Mit einer Krebserkrankung können einschneidende Erlebnisse und Belastungen einhergehen. Der Krankheitsverlauf ist oftmals mit Krankenhausaufenthalten, kräftezehrenden Therapien, Fort- und Rückschritten verbunden. Die nachfolgenden Phasen werden für die Psyche, das menschliche Miteinander, den Beruf und die körperliche Verfassung häufig als besonders belastend erlebt:
Von ärztlicher Seite wird einiges unternommen, um unterstützungsbedürftige Patient:innen zu identifizieren und ihnen die Hilfe zukommen zu lassen, die sie in ihrer individuellen Situation benötigen.
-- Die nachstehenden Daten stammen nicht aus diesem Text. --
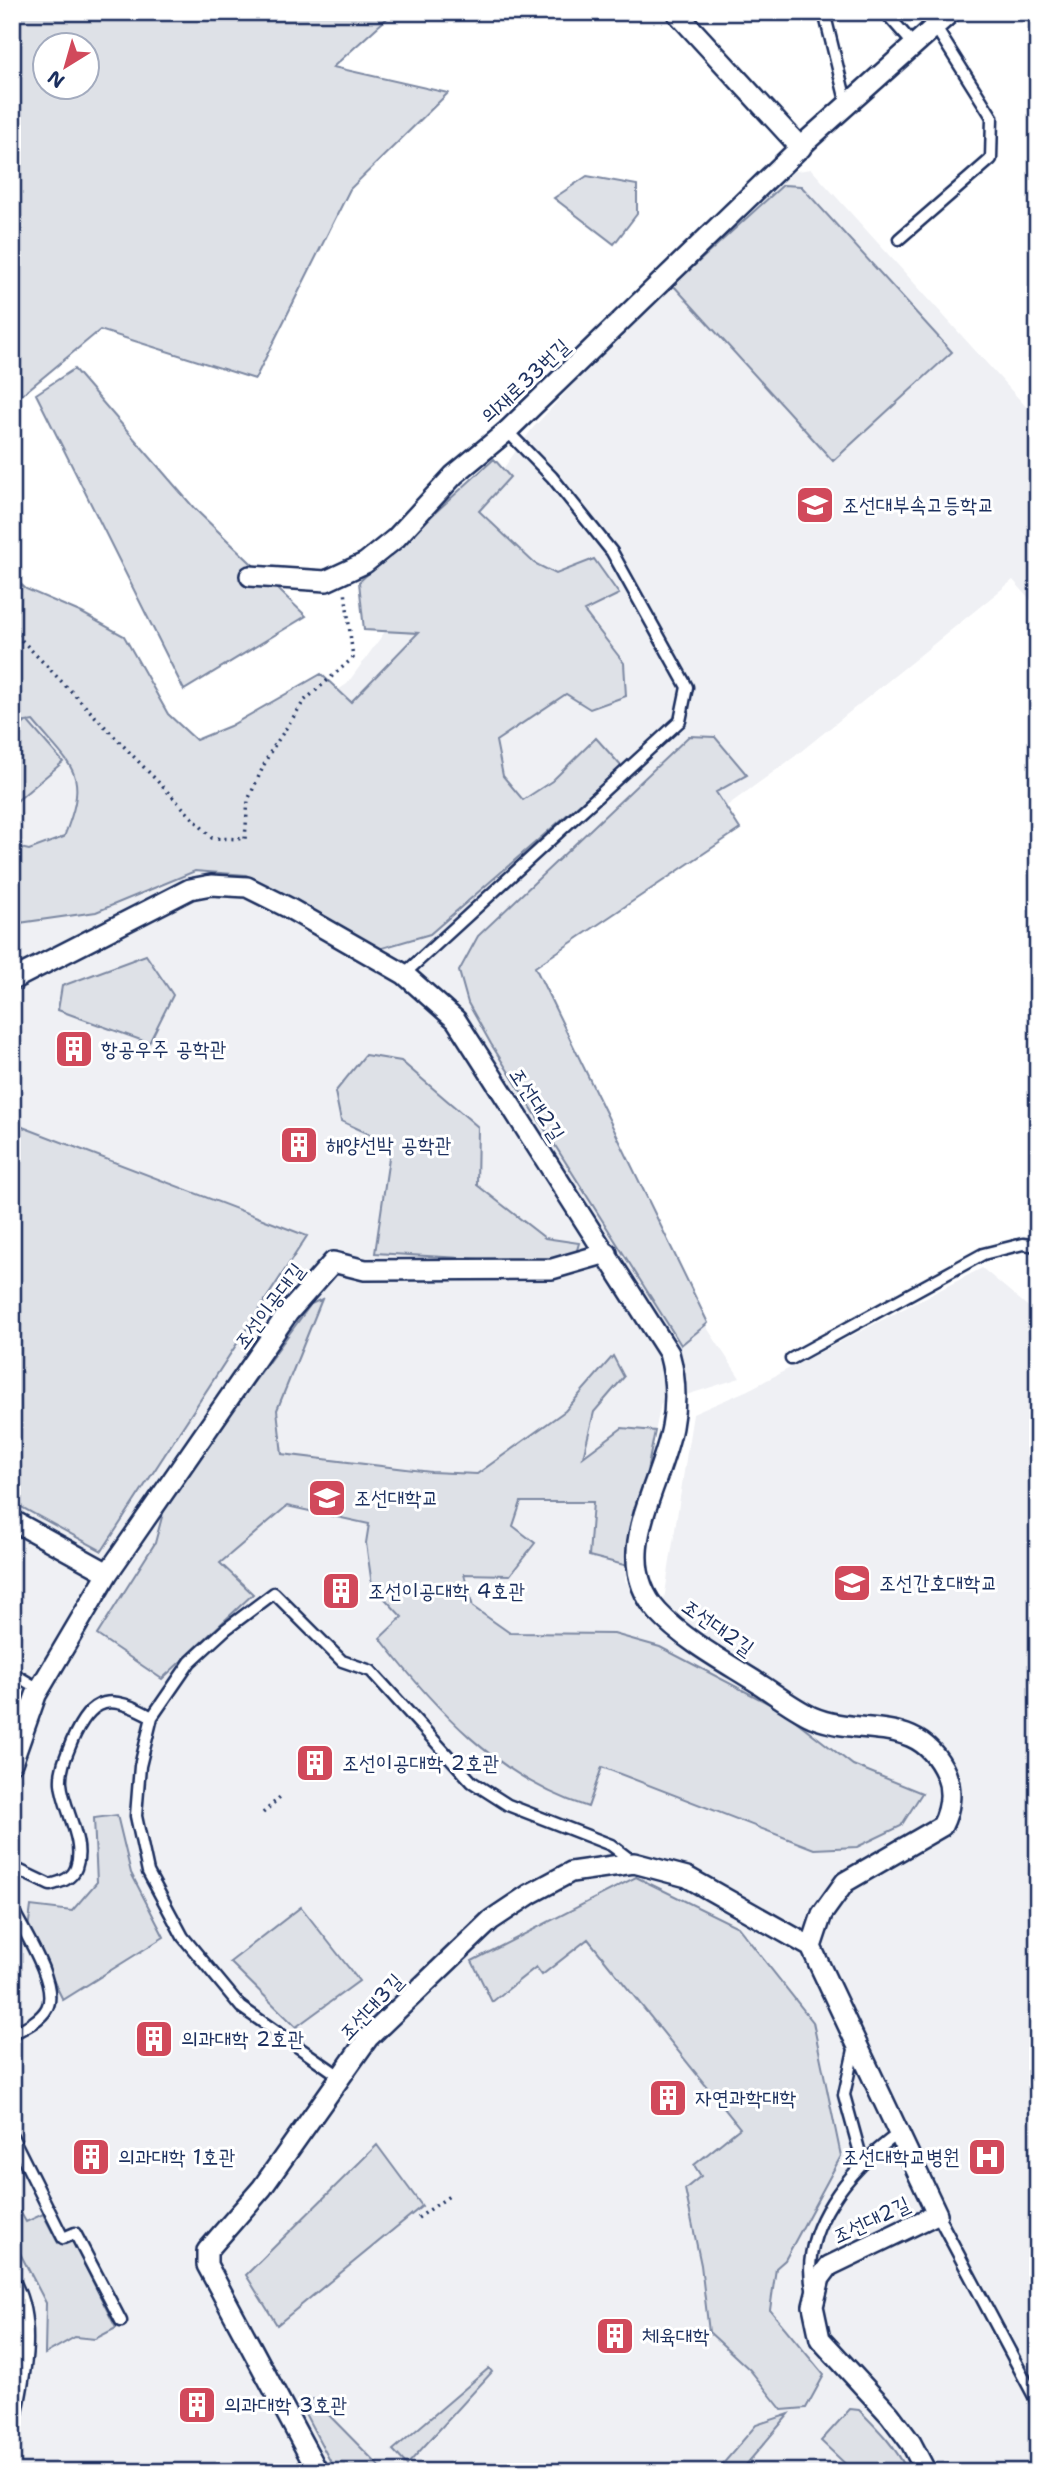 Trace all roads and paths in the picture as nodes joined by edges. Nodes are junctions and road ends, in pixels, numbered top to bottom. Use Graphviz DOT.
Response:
graph roads {
  1 [pos="676,12"];
  2 [pos="824,12"];
  3 [pos="885,12"];
  4 [pos="951,12"];
  5 [pos="931,19"];
  6 [pos="914,46"];
  7 [pos="847,105"];
  8 [pos="801,148"];
  9 [pos="899,239"];
  10 [pos="507,431"];
  11 [pos="343,575"];
  12 [pos="250,576"];
  13 [pos="12,630"];
  14 [pos="404,974"];
  15 [pos="12,980"];
  16 [pos="1038,1246"];
  17 [pos="607,1253"];
  18 [pos="791,1359"];
  19 [pos="12,1520"];
  20 [pos="108,1573"];
  21 [pos="12,1673"];
  22 [pos="39,1689"];
  23 [pos="152,1717"];
  24 [pos="12,1763"];
  25 [pos="281,1796"];
  26 [pos="263,1813"];
  27 [pos="634,1863"];
  28 [pos="12,1867"];
  29 [pos="12,1908"];
  30 [pos="811,1947"];
  31 [pos="12,2034"];
  32 [pos="856,2041"];
  33 [pos="341,2077"];
  34 [pos="899,2133"];
  35 [pos="12,2136"];
  36 [pos="857,2167"];
  37 [pos="452,2194"];
  38 [pos="937,2214"];
  39 [pos="418,2218"];
  40 [pos="12,2287"];
  41 [pos="814,2297"];
  42 [pos="121,2321"];
  43 [pos="1038,2404"];
  44 [pos="12,2415"];
  45 [pos="318,2472"];
  46 [pos="926,2472"];
  1 -- 8 [label="street"];
  2 -- 7 [label="lane"];
  3 -- 6 [label="lane"];
  4 -- 5 [label="street, 의재로33번길"];
  5 -- 6 [label="street, 의재로33번길"];
  5 -- 9 [label="lane"];
  6 -- 7 [label="street, 의재로33번길"];
  7 -- 8 [label="street, 의재로33번길"];
  8 -- 10 [label="street, 의재로33번길"];
  10 -- 11 [label="street, 의재로33번길"];
  10 -- 14 [label="lane"];
  11 -- 12 [label="street, 의재로33번길"];
  11 -- 13 [label="path"];
  14 -- 15 [label="street, 조선대2길"];
  14 -- 17 [label="street, 조선대2길"];
  16 -- 18 [label="lane"];
  17 -- 20 [label="street, 조선이공대길"];
  17 -- 30 [label="street, 조선대2길"];
  19 -- 20 [label="street"];
  20 -- 22 [label="street, 조선이공대길"];
  21 -- 22 [label="lane"];
  22 -- 24 [label="street, 조선이공대길"];
  23 -- 27 [label="lane"];
  23 -- 28 [label="lane"];
  23 -- 33 [label="lane"];
  25 -- 26 [label="path"];
  27 -- 30 [label="street, 조선대3길"];
  27 -- 33 [label="street, 조선대3길"];
  29 -- 31 [label="lane"];
  30 -- 32 [label="street, 조선대2길"];
  32 -- 34 [label="street, 조선대2길"];
  32 -- 36 [label="lane"];
  33 -- 45 [label="street, 조선대3길"];
  34 -- 36 [label="lane"];
  34 -- 38 [label="street, 조선대2길"];
  35 -- 42 [label="lane"];
  36 -- 41 [label="lane"];
  37 -- 39 [label="path"];
  38 -- 41 [label="street, 조선대2길"];
  38 -- 43 [label="lane"];
  40 -- 44 [label="street"];
  41 -- 46 [label="street"];
}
Aber nicht immer kann Ihr Arzt oder Ihre Ärztin intuitiv erkennen, ob es Ihnen seelisch schlecht geht oder Sie Unterstützung bei der Bewältigung des Alltags und Ihrer Sorgen benötigen. Sprechen Sie ihn deshalb an, wenn Sie das Gefühl haben, mehr professionelle Hilfe zu brauchen.
Nicht alle Krebspatient:innen brauchen psychologische Unterstützung. Dies hängt von vielen Faktoren, wie der Persönlichkeitsstruktur, dem sozialen Umfeld und dem Verlauf der Erkrankung ab. Hier finden Sie Hinweise, wo Sie Unterstützung erhalten können.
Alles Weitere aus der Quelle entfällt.